Even though we are not talking about OOP the same applies to “Service Router”. Since it already knows each and every system there is a high probability that some day the logic inside it will contain exceptions based on systems calling it or systems it is calling.
Solving Problems in Production
At first it might sound like this would be lot simpler with “Service Router” since we have single place which contains:
- Logs for all the requests
- Logs for all the responses
- Logs (and implementation) of retry logic
In many cases those will certainly help you understand why something failed but they are missing one key piece of information: The actual business logic that happens inside each service. You get the raw HTTP requests and responses but there is no context.
Let’s look at the original user story implemented with “Service Router”.

Steps are
- Connect to the bank and to get the payment information.
- Match the payment to customer/account and increase the limit accordingly.
- Mark the invoice as paid.
Let’s look at the log files of raw HTTP requests
HTTP GET bank.com/payments/ Successful with body:
{
"ReferenceNumber": 940403940,
"Amount": 100.00
}
Received HTTP 200 from bank.com/payments/
HTTP POST from bankservices.com to account.com/payments
{
"ReferenceNumber": 940403940,
"Amount": 100.00
}
HTTP PUT from account.com to invoicing.com/account/39302/payments
{
"ReferenceNumber": 940403940,
"Amount": 100.00
}
Received HTTP 200 from invoicing.com/account/39302/payments
Received HTTP 200 from account.com/payments
As you can see we are logging every request/response in the “Service Router”. Now let’s compare this logging to traditional service specific log files.
Payment ($100.00) with reference number 940403940 received from bank.
Sending deposit request to Account service (Ref #940403940, $100.00).
Received payment (Ref #940403940, Amount $100.00)
Account #39302 uses reference number 940403940.
Account #39302 current balance is $47.50. Adding $100.00 to it.

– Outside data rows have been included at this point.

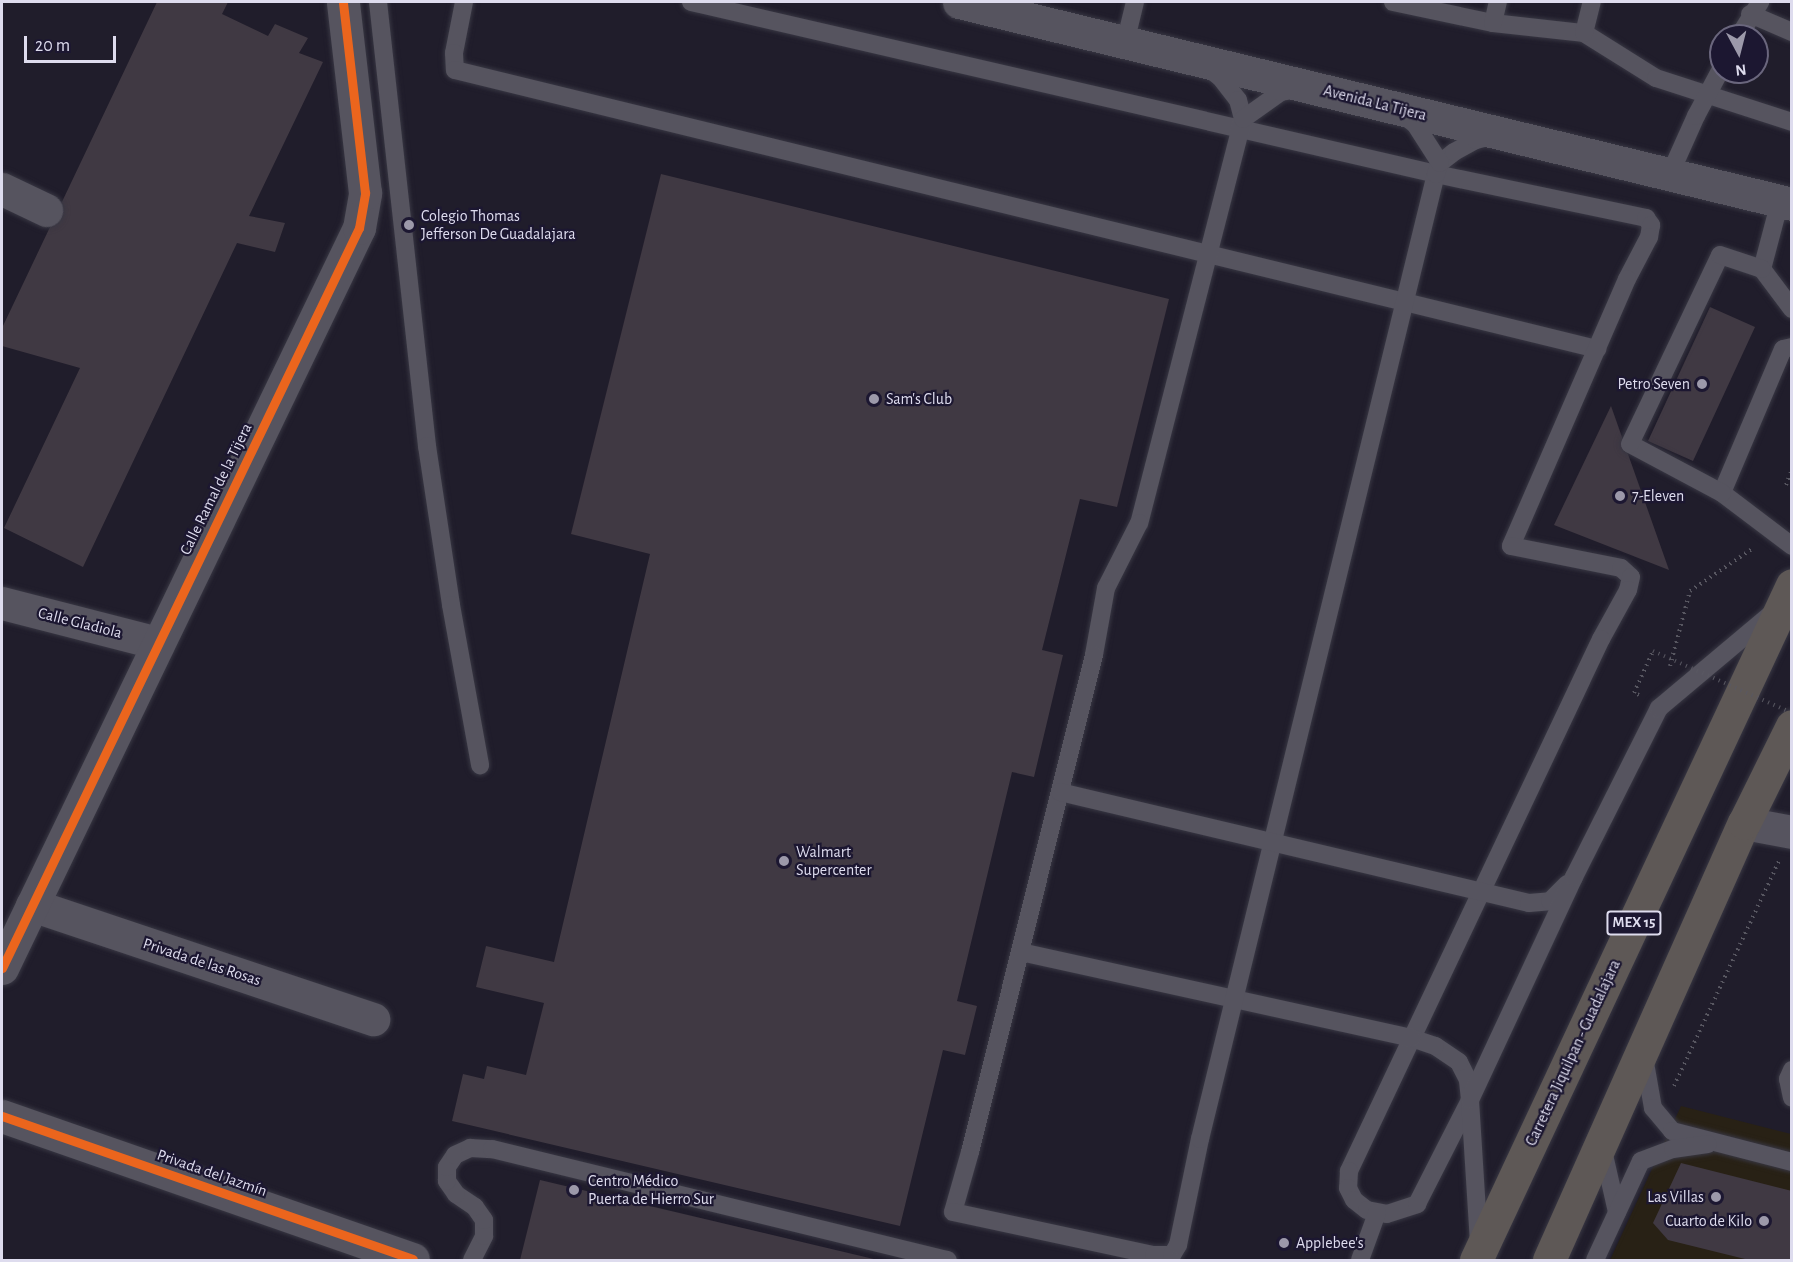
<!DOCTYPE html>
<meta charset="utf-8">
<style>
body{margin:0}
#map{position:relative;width:1793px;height:1262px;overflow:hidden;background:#201d2b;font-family:"Alegreya Sans",sans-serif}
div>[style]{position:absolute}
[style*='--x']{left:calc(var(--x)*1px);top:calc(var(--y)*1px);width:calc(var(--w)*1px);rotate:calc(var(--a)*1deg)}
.commercial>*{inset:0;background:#282115}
.building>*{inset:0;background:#403943}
.path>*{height:4px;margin-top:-2px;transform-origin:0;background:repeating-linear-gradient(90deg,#585761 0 1.5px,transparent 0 6px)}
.roads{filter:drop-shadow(0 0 2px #383743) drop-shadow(0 0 2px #383743)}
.service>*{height:18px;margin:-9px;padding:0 9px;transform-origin:9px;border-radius:9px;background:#56545f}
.minor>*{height:33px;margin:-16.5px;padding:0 16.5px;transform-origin:16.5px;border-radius:16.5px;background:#56545f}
.secondary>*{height:33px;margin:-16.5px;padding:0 16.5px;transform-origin:16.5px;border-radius:16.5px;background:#56545f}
.trunk>*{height:33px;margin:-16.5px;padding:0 16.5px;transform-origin:16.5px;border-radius:16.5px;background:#5e5856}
.path-bridge>*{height:4px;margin-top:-2px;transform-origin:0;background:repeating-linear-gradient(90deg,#585761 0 1.5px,transparent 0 6px)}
.cycleway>*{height:9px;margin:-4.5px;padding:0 4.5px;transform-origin:4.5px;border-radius:4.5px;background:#eb651d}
.dots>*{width:16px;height:16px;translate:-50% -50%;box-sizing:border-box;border:3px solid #1c1731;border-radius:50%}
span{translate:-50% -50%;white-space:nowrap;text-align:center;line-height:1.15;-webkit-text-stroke:4.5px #1c1731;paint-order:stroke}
.shield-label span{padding:2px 4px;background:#1c1731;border:2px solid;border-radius:4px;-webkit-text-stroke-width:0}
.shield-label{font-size:15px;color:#dedcee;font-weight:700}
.street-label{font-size:16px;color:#dedcee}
.poi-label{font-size:16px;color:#dedcee}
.left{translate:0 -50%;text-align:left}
.right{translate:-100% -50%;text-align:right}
.frame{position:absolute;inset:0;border:3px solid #dedcee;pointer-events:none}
.north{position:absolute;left:1709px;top:24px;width:60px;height:60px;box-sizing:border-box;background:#1c1731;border:2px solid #6a667d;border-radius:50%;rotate:173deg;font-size:16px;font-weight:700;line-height:24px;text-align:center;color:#dedcee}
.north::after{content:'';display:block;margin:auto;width:21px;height:27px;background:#9c99aa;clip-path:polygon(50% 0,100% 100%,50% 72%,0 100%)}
.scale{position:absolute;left:24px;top:36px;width:92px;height:27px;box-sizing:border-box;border:3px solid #dedcee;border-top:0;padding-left:8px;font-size:18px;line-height:21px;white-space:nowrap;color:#dedcee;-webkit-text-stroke:4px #1c1731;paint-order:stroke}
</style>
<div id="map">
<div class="commercial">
<i style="clip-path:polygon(1681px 1106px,1791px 1134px,1791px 1260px,1610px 1260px)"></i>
</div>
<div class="building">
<i style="clip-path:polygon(157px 2px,228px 2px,222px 14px,268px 36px,275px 24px,308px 38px,299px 53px,323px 62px,249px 216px,285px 223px,275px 252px,237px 243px,83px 567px,4px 528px,80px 368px,2px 346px,2px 328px)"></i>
<i style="clip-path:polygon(661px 174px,1169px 299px,1117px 507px,1080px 499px,1042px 650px,1063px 655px,1034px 777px,1012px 772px,957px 1001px,977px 1006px,965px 1055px,943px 1050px,900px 1226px,452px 1121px,463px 1074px,484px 1079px,487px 1066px,526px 1075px,544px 1003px,476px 987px,486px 946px,554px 962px,650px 554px,571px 534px)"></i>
<i style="clip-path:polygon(1710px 307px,1755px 327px,1693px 461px,1648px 441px)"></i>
<i style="clip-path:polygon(1611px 406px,1669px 570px,1554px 525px)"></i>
<i style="clip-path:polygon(1681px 1163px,1792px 1191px,1792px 1260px,1749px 1260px,1668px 1240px,1653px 1223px)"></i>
<i style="clip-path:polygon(540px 1180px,878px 1260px,520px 1260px)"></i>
</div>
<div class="path">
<i style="--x:1786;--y:485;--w:17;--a:-69"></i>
<i style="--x:1670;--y:666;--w:78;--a:-75.1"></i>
<i style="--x:1690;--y:591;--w:75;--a:-34.1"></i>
<i style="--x:1639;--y:695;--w:5;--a:-158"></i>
<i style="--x:1634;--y:693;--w:46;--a:-65.7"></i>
<i style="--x:1674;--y:1086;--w:248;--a:-65"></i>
</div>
<div class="roads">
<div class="service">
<i style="--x:378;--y:2;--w:447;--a:83.7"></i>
<i style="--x:427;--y:446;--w:161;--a:81.4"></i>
<i style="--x:451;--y:605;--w:163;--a:79.7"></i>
<i style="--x:464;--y:2;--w:52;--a:101.1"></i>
<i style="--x:454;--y:53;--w:17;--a:87"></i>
<i style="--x:455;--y:70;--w:1176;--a:13.73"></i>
<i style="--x:691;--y:2;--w:765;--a:13"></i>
<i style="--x:1436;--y:174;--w:215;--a:11.8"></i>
<i style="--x:1646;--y:218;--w:9;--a:54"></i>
<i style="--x:1651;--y:225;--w:12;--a:99"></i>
<i style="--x:1649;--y:237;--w:47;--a:117.6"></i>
<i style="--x:1627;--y:279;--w:291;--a:113.5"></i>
<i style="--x:1511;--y:546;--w:112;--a:11.3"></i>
<i style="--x:1621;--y:568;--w:13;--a:42"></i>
<i style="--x:1631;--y:577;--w:13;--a:103"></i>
<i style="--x:1628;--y:590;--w:56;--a:118.9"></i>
<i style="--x:1601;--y:639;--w:589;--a:115.35"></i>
<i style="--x:1349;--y:1171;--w:17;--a:93"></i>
<i style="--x:1348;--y:1188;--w:13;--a:63"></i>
<i style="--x:1354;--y:1200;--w:16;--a:38"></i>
<i style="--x:1367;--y:1210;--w:20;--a:11"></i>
<i style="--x:1387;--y:1214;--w:32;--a:-18"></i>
<i style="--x:1417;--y:1204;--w:117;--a:-63"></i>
<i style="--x:1470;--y:1100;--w:20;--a:-96"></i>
<i style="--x:1468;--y:1080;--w:20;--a:-117"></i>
<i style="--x:1459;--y:1062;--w:29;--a:-146"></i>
<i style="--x:1435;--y:1046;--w:24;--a:-161"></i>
<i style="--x:1412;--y:1038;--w:401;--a:-167.6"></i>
<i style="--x:1393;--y:2;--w:102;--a:11.9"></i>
<i style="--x:1493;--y:23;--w:92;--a:6.3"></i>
<i style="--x:1584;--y:33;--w:85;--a:32"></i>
<i style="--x:1656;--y:78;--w:143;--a:17.9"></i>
<i style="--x:1750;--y:14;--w:46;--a:23.2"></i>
<i style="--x:1493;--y:23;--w:22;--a:-77"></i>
<i style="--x:1584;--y:33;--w:32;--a:-76"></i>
<i style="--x:1739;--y:36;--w:40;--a:-58"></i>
<i style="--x:1125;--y:43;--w:42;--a:-76.3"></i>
<i style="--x:1207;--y:67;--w:16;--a:38"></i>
<i style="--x:1220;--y:77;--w:29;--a:52"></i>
<i style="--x:1238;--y:100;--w:20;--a:75"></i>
<i style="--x:1243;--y:119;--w:417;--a:104.4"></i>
<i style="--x:1139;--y:523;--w:73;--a:116.9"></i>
<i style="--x:1106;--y:588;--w:68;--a:100.2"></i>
<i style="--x:1094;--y:655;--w:512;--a:104.01"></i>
<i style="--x:970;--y:1152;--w:62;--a:105.8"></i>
<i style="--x:953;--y:1212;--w:206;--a:12.1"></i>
<i style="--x:1154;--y:1255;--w:18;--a:0"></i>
<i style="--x:1172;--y:1255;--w:12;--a:-59"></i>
<i style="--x:1178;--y:1245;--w:108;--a:-78.3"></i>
<i style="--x:1200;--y:1139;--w:993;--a:-76.26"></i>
<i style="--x:1436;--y:174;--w:12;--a:-70"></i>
<i style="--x:1440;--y:163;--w:18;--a:-38"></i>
<i style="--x:1454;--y:152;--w:25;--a:-29"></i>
<i style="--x:1476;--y:140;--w:16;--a:-14"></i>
<i style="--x:1403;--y:115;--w:15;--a:37"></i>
<i style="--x:1415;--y:124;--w:46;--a:57.3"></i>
<i style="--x:1243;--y:119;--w:47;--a:-35.4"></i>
<i style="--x:1281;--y:92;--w:17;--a:-10"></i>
<i style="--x:1670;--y:174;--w:64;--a:-65.9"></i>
<i style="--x:1696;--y:116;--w:53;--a:-62"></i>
<i style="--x:1780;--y:201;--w:70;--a:104.8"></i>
<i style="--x:1762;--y:269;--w:50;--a:53.1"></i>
<i style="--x:1792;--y:347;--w:9;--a:167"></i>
<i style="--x:1783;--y:349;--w:156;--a:113"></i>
<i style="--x:1722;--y:493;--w:88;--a:37.1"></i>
<i style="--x:1722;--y:493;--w:104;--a:-152"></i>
<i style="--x:1630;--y:444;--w:209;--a:-64.5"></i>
<i style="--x:1720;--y:255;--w:44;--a:18.4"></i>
<i style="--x:1060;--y:792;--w:482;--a:13.3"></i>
<i style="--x:1529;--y:903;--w:21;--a:-5"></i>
<i style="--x:1550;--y:901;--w:24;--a:-45"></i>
<i style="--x:1644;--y:1057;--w:52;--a:80"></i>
<i style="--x:1653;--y:1108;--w:30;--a:50"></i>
<i style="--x:1672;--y:1131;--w:124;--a:14.5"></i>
<i style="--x:1792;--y:1070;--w:10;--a:114"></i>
<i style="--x:1788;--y:1079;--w:19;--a:78"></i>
<i style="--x:1602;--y:1146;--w:68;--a:77.2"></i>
<i style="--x:1479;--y:1243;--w:143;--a:-93.6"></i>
<i style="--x:1470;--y:1100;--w:246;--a:-65"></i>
<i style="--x:1574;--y:877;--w:189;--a:-63.3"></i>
<i style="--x:1659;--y:708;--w:146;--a:-40"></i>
<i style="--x:472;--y:1260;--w:27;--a:-63"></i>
<i style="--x:484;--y:1236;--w:16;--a:-90"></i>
<i style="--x:484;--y:1220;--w:16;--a:-125"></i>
<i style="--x:475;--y:1207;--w:23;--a:-146"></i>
<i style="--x:456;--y:1194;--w:16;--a:-125"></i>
<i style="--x:447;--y:1181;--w:14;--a:-90"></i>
<i style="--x:447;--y:1167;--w:14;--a:-56"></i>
<i style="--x:455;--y:1155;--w:17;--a:-25"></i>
<i style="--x:470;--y:1148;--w:22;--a:3"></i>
<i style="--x:492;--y:1149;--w:469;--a:13.7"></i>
<i style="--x:1360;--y:1260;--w:50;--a:-70.1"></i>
<i style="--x:1595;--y:1260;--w:109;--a:-65.1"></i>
<i style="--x:1641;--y:1161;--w:34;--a:-21"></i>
<i style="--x:1673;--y:1149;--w:35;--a:-8"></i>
</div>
<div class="minor">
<i style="--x:2;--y:189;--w:49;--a:25.5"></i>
<i style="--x:2;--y:603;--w:161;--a:14.4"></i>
<i style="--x:1744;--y:823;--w:49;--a:10.6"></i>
<i style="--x:32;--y:905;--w:360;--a:18.5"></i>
<i style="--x:2;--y:968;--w:822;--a:-64.25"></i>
<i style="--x:359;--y:228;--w:36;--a:-80"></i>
<i style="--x:365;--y:193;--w:192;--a:-96.6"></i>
<i style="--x:2;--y:1116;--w:435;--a:19.2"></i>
</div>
<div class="secondary">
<i style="--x:959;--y:2;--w:857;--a:13.63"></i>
</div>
<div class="trunk">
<i style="--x:1476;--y:1260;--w:745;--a:-64.91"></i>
<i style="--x:1549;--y:1260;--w:479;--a:-66"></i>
<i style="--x:1744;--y:823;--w:108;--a:-63.7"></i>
</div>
</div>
<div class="path-bridge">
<i style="--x:1653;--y:651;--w:152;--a:24"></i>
</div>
<div class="cycleway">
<i style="--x:2;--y:968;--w:822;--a:-64.25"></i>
<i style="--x:359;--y:228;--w:36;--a:-80"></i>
<i style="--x:365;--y:193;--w:192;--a:-96.6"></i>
<i style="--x:2;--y:1116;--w:435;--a:19.2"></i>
</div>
<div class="dots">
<i style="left:409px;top:225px;background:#9c99aa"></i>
<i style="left:1702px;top:384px;background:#9c99aa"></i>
<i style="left:874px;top:399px;background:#9c99aa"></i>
<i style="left:1620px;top:496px;background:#9c99aa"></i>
<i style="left:784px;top:861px;background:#9c99aa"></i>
<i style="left:574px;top:1190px;background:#9c99aa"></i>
<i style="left:1716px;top:1197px;background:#9c99aa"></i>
<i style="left:1764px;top:1221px;background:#9c99aa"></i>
<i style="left:1284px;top:1243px;background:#9c99aa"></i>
</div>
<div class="shield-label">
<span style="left:1634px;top:923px">MEX 15</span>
</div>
<div class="street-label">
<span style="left:1375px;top:103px;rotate:14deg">Avenida La Tijera</span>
<span style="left:216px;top:489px;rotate:-64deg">Calle Ramal de la Tijera</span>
<span style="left:80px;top:623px;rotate:14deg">Calle Gladiola</span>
<span style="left:202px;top:962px;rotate:18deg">Privada de las Rosas</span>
<span style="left:1573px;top:1053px;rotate:-65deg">Carretera Jiquilpan - Guadalajara</span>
<span style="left:212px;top:1173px;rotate:19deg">Privada del Jazmín</span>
</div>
<div class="poi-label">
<span class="left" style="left:421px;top:225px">Colegio Thomas<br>Jefferson De Guadalajara</span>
<span class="right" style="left:1690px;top:384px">Petro Seven</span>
<span class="left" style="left:886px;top:399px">Sam's Club</span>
<span class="left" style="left:1632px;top:496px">7-Eleven</span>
<span class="left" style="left:796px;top:861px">Walmart<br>Supercenter</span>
<span class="left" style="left:588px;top:1190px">Centro Médico<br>Puerta de Hierro Sur</span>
<span class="right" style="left:1704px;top:1197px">Las Villas</span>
<span class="right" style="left:1752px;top:1221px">Cuarto de Kilo</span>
<span class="left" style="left:1296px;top:1243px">Applebee's</span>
</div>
<div class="frame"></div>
<div class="north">N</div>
<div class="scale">20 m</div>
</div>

Notifying Invoicing of account update (Account #39302).
Account #39302 has received payment. Looking for invoices.
Found invoice #203093000 and marking it as paid.
It is quite obvious that solving problems in production is pretty hard with just the logs “Service Router” provides. Raw HTTP logs can help you trace other things like performance problems or configuration issues but they don’t help you track down business logic related problems.
Take it Down
How easy it is to mess with single system now that we have “Service Router”. As you can remember from previous part “mess with” means
- Take the system down since other systems don’t depend on it
- Connect to it remotely, attach debugger etc. without affecting much the other parts of the system or the system as a whole
- Bring the system back up and expect things just work after that
The “Service Router” doesn’t really help us. Sure we can use it to return something like HTTP 503 Service Unavailable but then we would need to implement additional logic into the calling service to gracefully handle it. That is what the “Service Router” should have done for us.
A fix that doesn’t really fix anything
When I started to write this part my initial thought was “This Service Router is going to be a disaster”. I was really surprised to find out that in some cases (Handling long-term errors) it can provide functionality that might actually work and be useful. Sure it is just one case and not without it’s own challenges but still it was nice to find out that the whole solution is not as bad as I thought it would be.
The fact is that “Service Router” doesn’t fix (and sometimes makes them even worse) most of the initial challenges we had with Service Oriented Architecture means we there will be at least another part for the series.